Here at Queerty, we’ve covered the Manning case quite a bit, but for the Snowden neophytes, here’s what you need to know: An employee of defense contractor Booz Allen Hamilton at the NSA, Snowden met with journalists from The Guardian, including Greenwald, who published bombshell stories detailing the U.S. Government’s strong-arm tactics to force Verizon to hand over phone records of private citizens, as well as achieving direct access from the NSA to personal information from the Facebook and Google accounts of private citizens.
Now, here’s where it gets interesting. A handy timeline from The Guardian itself gives the dates of the meetings between Snowden and their journalists, and the first meeting and the first published date of the Guardian exclusive story are within the first few days of June, at the same time the trial of one Private First Class Bradley Manning was to begin, ending the biggest wave of mainstream media attention the Manning trial has ever received to date. PFC Manning is not a mainstream media superstar like Snowden is becoming. The story is too messy, and is fraught with minefields like war crimes, gender identity, and sexual orientation.
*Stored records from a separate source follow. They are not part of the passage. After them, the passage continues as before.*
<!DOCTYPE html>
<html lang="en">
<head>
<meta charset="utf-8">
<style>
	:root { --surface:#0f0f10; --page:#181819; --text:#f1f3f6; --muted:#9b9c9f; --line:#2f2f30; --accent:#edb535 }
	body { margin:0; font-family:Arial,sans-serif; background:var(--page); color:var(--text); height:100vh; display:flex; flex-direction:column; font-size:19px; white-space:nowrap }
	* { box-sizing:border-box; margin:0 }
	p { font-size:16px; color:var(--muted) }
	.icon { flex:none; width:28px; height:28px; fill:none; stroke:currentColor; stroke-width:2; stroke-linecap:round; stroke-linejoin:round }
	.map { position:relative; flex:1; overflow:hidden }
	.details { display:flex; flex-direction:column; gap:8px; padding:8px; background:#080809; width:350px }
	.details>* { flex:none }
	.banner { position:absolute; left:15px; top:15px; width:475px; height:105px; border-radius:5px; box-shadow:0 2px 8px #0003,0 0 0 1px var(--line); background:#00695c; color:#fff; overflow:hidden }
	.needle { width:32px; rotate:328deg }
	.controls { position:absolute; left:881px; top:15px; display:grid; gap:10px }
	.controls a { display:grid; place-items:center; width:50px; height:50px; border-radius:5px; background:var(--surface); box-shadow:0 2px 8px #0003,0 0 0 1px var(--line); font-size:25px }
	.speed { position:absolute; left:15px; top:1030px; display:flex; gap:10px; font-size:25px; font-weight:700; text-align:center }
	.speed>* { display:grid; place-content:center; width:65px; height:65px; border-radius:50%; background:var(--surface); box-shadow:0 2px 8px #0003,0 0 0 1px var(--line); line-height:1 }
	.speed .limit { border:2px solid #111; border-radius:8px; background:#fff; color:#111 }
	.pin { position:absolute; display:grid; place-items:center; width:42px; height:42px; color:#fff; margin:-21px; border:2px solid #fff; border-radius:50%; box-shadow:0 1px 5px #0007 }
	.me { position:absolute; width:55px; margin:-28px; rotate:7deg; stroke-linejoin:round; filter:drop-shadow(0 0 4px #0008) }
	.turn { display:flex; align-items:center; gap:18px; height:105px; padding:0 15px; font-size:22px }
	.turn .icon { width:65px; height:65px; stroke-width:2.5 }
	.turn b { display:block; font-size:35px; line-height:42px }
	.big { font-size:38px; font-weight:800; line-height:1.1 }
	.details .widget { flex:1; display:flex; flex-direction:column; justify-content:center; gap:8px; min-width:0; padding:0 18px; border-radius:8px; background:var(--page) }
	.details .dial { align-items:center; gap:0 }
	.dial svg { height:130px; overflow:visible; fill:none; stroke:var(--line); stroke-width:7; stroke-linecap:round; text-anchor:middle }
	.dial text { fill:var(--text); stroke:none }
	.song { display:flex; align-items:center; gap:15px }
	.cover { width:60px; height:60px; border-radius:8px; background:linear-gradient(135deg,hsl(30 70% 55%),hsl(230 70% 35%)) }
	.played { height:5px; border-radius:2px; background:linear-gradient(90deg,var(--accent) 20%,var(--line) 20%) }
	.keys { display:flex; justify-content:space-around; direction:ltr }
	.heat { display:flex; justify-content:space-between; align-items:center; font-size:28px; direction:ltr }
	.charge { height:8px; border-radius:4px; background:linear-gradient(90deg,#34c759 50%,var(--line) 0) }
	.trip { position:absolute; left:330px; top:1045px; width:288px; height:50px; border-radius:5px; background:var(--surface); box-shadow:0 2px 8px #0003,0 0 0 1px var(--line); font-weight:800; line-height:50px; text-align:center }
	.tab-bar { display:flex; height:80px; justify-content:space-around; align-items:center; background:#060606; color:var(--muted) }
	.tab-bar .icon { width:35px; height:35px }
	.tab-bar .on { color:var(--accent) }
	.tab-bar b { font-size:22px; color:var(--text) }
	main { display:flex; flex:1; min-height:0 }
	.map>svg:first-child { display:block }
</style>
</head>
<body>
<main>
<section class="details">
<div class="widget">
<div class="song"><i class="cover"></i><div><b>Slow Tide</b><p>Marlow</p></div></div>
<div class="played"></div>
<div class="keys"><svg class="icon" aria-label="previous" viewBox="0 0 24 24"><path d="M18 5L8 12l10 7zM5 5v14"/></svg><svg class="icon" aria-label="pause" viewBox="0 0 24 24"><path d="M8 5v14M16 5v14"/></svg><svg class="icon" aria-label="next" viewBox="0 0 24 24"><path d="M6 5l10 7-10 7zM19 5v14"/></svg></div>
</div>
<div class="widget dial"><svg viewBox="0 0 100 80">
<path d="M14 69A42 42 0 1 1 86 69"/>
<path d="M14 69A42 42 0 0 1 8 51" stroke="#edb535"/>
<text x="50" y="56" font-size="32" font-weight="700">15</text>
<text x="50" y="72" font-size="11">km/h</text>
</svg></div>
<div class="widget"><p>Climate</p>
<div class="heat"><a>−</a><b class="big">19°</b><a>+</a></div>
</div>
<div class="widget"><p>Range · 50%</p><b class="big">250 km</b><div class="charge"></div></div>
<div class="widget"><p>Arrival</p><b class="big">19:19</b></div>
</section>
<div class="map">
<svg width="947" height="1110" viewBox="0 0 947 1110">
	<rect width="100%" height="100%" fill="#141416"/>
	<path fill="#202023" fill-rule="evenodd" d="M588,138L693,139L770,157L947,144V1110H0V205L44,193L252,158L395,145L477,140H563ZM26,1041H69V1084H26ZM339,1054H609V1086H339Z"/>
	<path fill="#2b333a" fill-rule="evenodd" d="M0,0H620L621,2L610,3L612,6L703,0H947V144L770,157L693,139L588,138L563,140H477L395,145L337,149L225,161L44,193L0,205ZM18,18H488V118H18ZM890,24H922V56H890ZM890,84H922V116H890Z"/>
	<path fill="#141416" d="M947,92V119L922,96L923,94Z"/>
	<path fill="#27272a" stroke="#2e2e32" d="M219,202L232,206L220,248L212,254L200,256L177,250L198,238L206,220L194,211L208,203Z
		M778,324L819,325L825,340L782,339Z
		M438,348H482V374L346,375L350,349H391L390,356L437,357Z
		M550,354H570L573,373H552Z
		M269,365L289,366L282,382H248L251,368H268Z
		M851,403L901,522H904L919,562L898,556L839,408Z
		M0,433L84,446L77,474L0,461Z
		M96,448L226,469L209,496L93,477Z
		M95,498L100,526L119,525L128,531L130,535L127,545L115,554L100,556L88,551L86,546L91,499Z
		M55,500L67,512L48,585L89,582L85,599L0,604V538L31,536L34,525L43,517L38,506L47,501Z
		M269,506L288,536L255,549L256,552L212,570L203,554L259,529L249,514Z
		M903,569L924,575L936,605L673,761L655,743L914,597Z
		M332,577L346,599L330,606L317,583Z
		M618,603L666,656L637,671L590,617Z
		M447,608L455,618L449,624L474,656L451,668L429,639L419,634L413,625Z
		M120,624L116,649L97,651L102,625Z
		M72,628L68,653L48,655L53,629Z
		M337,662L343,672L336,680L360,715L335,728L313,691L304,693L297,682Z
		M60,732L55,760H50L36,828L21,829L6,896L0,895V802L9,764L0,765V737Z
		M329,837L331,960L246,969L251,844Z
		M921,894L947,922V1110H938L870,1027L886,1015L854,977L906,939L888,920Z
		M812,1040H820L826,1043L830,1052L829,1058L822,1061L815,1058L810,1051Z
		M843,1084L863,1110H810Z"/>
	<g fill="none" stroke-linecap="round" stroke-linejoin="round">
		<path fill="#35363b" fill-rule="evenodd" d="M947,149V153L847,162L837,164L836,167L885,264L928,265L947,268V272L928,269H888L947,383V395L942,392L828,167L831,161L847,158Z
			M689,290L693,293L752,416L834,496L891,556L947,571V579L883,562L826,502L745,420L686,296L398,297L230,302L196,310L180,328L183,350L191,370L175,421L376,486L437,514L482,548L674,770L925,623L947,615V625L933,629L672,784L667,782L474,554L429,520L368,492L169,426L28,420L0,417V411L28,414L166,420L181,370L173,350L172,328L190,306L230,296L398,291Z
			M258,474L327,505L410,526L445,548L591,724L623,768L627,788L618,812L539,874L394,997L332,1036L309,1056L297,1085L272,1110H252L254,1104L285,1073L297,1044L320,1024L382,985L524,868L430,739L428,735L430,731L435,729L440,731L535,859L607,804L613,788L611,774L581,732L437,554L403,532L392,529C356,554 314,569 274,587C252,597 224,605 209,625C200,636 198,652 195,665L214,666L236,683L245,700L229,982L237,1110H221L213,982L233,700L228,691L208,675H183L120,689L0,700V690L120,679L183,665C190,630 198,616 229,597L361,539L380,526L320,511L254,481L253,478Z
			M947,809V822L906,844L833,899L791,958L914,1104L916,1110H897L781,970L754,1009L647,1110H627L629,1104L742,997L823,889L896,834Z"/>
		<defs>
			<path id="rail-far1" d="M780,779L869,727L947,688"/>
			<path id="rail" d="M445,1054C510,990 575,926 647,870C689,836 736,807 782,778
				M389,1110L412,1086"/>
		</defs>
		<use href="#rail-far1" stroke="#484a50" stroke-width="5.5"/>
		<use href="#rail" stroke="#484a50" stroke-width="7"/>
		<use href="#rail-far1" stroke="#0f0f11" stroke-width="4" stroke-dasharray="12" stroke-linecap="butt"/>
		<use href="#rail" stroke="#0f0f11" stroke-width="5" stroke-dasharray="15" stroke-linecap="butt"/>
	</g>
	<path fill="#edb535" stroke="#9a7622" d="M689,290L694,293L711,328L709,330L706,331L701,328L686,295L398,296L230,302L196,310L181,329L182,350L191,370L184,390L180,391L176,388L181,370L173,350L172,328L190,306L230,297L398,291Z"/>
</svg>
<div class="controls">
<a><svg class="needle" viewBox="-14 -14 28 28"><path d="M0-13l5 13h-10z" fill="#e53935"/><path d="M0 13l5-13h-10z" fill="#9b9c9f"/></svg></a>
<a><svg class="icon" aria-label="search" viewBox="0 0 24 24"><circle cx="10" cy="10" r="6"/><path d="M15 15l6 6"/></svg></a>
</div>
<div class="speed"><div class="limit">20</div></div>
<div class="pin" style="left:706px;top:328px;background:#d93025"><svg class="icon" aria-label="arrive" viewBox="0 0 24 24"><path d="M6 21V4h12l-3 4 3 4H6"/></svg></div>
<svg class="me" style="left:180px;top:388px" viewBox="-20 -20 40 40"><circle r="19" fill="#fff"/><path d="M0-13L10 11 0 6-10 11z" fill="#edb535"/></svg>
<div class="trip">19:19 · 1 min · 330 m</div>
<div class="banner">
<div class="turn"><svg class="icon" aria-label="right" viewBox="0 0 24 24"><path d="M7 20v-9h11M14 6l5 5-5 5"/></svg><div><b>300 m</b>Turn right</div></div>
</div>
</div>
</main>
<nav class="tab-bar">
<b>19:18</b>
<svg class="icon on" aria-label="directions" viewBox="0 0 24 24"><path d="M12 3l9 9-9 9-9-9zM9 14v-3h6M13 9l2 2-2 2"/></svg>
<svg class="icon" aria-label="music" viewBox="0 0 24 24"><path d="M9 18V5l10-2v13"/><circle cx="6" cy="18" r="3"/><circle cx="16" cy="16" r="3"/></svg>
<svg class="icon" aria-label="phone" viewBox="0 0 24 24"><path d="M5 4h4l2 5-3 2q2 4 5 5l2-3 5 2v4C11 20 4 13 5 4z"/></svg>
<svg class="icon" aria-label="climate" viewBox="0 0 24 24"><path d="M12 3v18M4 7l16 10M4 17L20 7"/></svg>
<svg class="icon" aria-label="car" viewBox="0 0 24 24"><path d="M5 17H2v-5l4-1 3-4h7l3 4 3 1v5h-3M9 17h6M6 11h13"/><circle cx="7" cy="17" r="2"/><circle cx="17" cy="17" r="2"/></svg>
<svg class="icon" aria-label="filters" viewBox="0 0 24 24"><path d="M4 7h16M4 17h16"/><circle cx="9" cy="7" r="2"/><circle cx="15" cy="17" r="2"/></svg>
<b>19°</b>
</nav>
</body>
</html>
A common criticism leveled at people like PFC Manning and Edward Snowden is that, in our reality television/YouTube/24 hour news cycle/reality obsessed generation, these are people who sold out their country for fame. While conversations on record prove that this could’ve been a very real motivation for PFC Manning, Snowden insists that it wasn’t his.
“I don’t want public attention because I don’t want the story to be about me. I want it to be about what the US government is doing,” he says in a profile in The Guardian. Indeed, the profile reveals a man who is almost pathologically obsessed with his own privacy as a result of his time at the NSA and his recent actions, and one who has little desire for fame or notoriety.
In Greenwald’s profile, the former NSA employee calls Manning “a classic whistleblower” who “was inspired by the public good.” Greenwald has himself referred to Manning as a hero, and in a Skyped talk to the Socialism 2013 conference over the weekend, the journalist said that Snowden cited Manning and Mohamed Bouazizi — a Tunisian street vendor who set himself on fire in protest of government harassment — as his role models.
Although PFC Manning is nowhere near as divisive a figure as Snowden is now, it’s impossible to deny the connection between the two. Both men are at the center of two of the biggest whistleblowing scandals in recent memory. Whether one inspired the other or not, both will inspire heated conversation and opinions for years to come.